Na zona norte de São Paulo, precisamente no bairro do Limão, Maria Adelina, de 74 anos, convive com uma prática que se tornou comum entre muitos brasileiros: a automedicação. Há cerca de dez anos, um médico prescreveu a ela um remédio que, na época, funcionou bem para controlar suas dores na perna. Desde então, Adelina manteve o hábito de recorrer à mesma medicação, mesmo sem acompanhamento regular de um especialista, acreditando que o tratamento indicado no passado ainda resolveria seus problemas de saúde atuais.

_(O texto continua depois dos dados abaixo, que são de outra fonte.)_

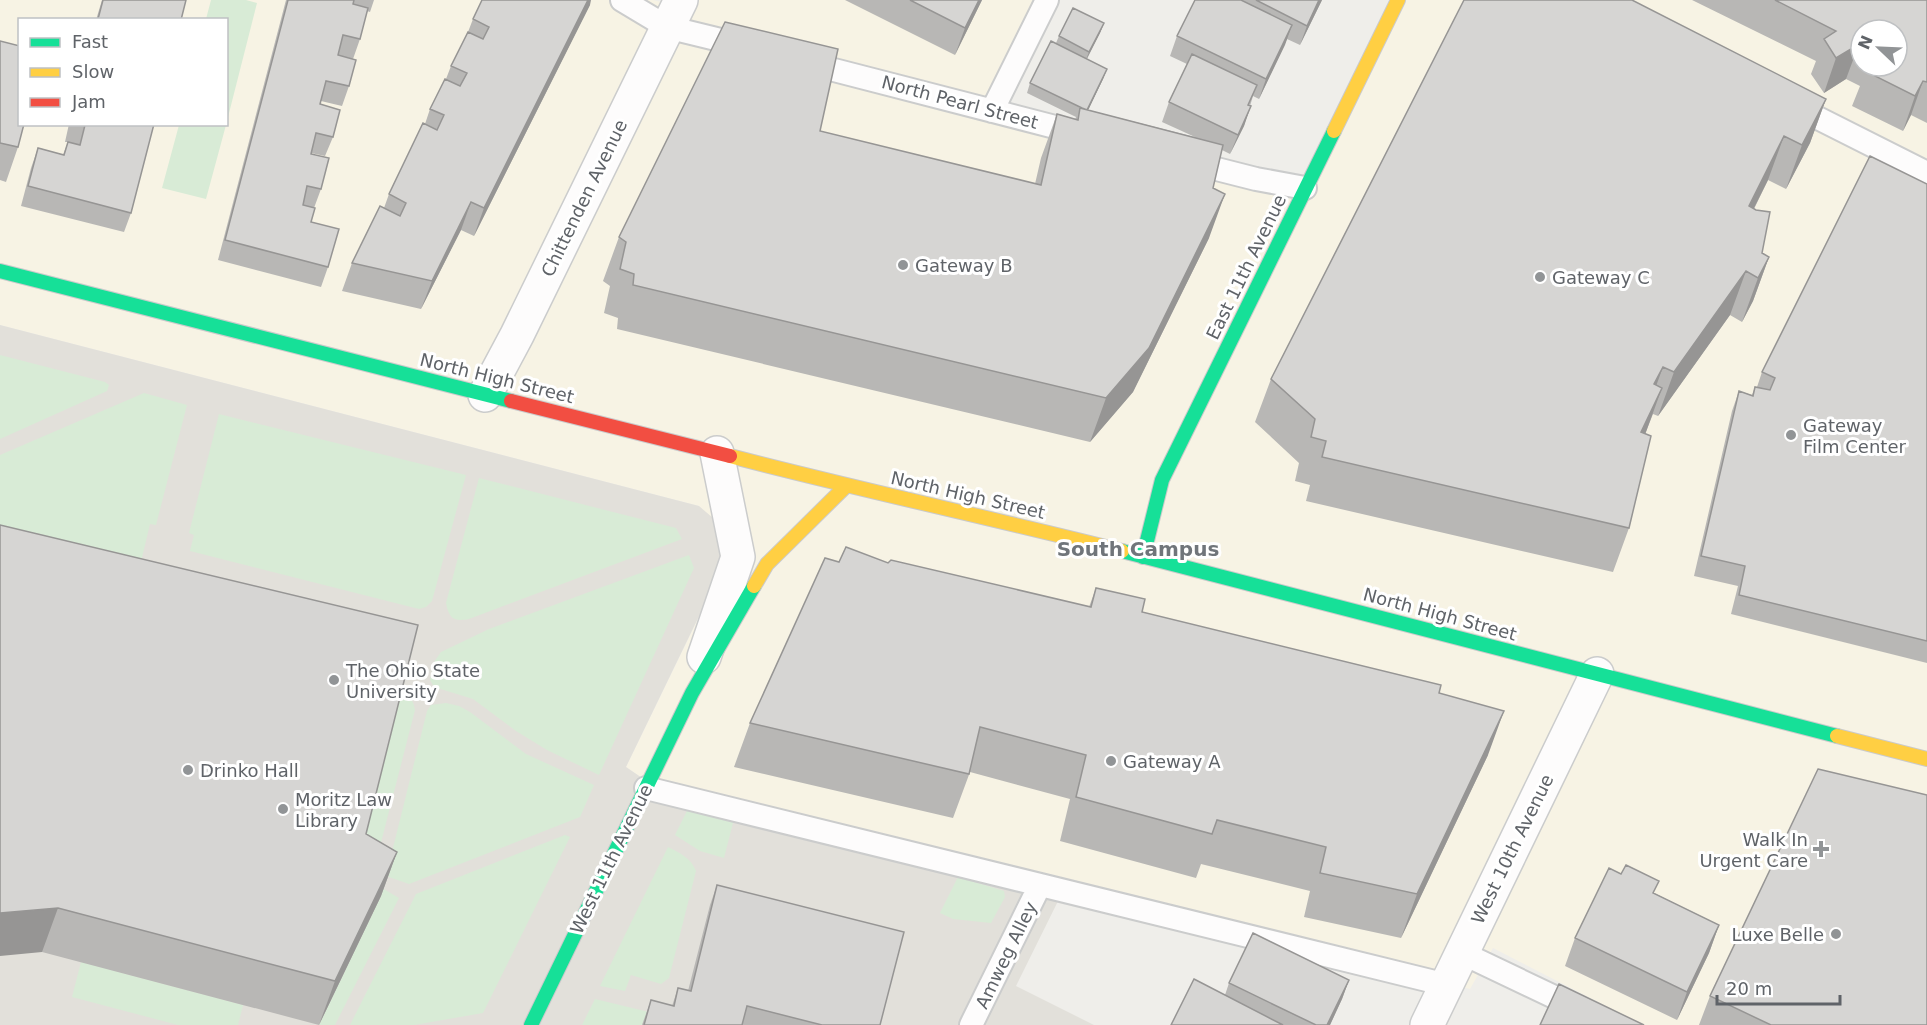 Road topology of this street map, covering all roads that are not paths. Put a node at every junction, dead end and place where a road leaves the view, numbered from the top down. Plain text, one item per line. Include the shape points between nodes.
1 (622, 0) edge
2 (1047, 0) edge
3 (1398, 0) edge
4 (674, 13) edge
5 (1771, 95) edge
6 (992, 111) junction
7 (1107, 140) edge
8 (1164, 155) edge
9 (1927, 173) edge
10 (1305, 188) junction
11 (0, 271) edge
12 (485, 395) junction
13 (717, 453) junction
14 (846, 486) junction
15 (1143, 557) junction
16 (1597, 674) junction
17 (692, 693) junction
18 (1927, 759) edge
19 (646, 788) junction
20 (1040, 885) junction
21 (1462, 953) junction
22 (1447, 985) junction
23 (531, 1025) edge
24 (971, 1025) edge
25 (1427, 1025) edge
26 (1613, 1025) edge

1 - 4 lane, North Pearl Street
2 - 6 lane
3 - 10 main road, East 11th Avenue
4 - 6 lane, North Pearl Street via 773,54
4 - 12 street, Chittenden Avenue
5 - 9 lane
6 - 7 lane, North Pearl Street
8 - 10 lane
10 - 15 main road, East 11th Avenue via 1162,480
11 - 12 main road, North High Street
12 - 13 main road, North High Street
13 - 14 main road, North High Street
13 - 17 street, West 11th Avenue via 738,557
14 - 15 main road, North High Street
14 - 17 main road, West 11th Avenue via 767,564
15 - 16 main road, North High Street
16 - 18 main road, North High Street
16 - 21 street, West 10th Avenue
17 - 19 main road, West 11th Avenue
19 - 20 lane
19 - 23 main road, West 11th Avenue
20 - 22 lane
20 - 24 lane, Amweg Alley
21 - 22 street, West 10th Avenue
21 - 26 lane
22 - 25 street, West 10th Avenue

Hoje não procura mais clínicas médicas por um motivo: o neto recém-formado em medicina. Adelina passou a pedir a ele receitas para continuar comprando o medicamento nas farmácias que conhece de longa data no bairro, sobretudo as pessoas que trabalham nelas. Considerou adotar esse hábito após algumas experiências negativas com seu plano de saúde. Infelizmente nem todas as pessoas possuem a sorte de ter um médico disponível na família. Caso ele não tivesse se formado, Maria continuaria tomando remédios sem necessidade. Esse ciclo, no entanto, chama atenção para os riscos de manter um tratamento sem avaliação médica atualizada, já que o organismo e as condições clínicas podem mudar com o tempo. E tempo é demasiadamente importante para diagnosticar e oferecer tratamento adequado.

Essa é uma das preocupações de Lucas Verdasca, recém-formado em Medicina. Ele conta que tem sido uma experiência especial poder cuidar da avó e orientá-la de forma correta sobre o uso de medicamentos. Para ele, além de um dever profissional, é também um gesto de carinho.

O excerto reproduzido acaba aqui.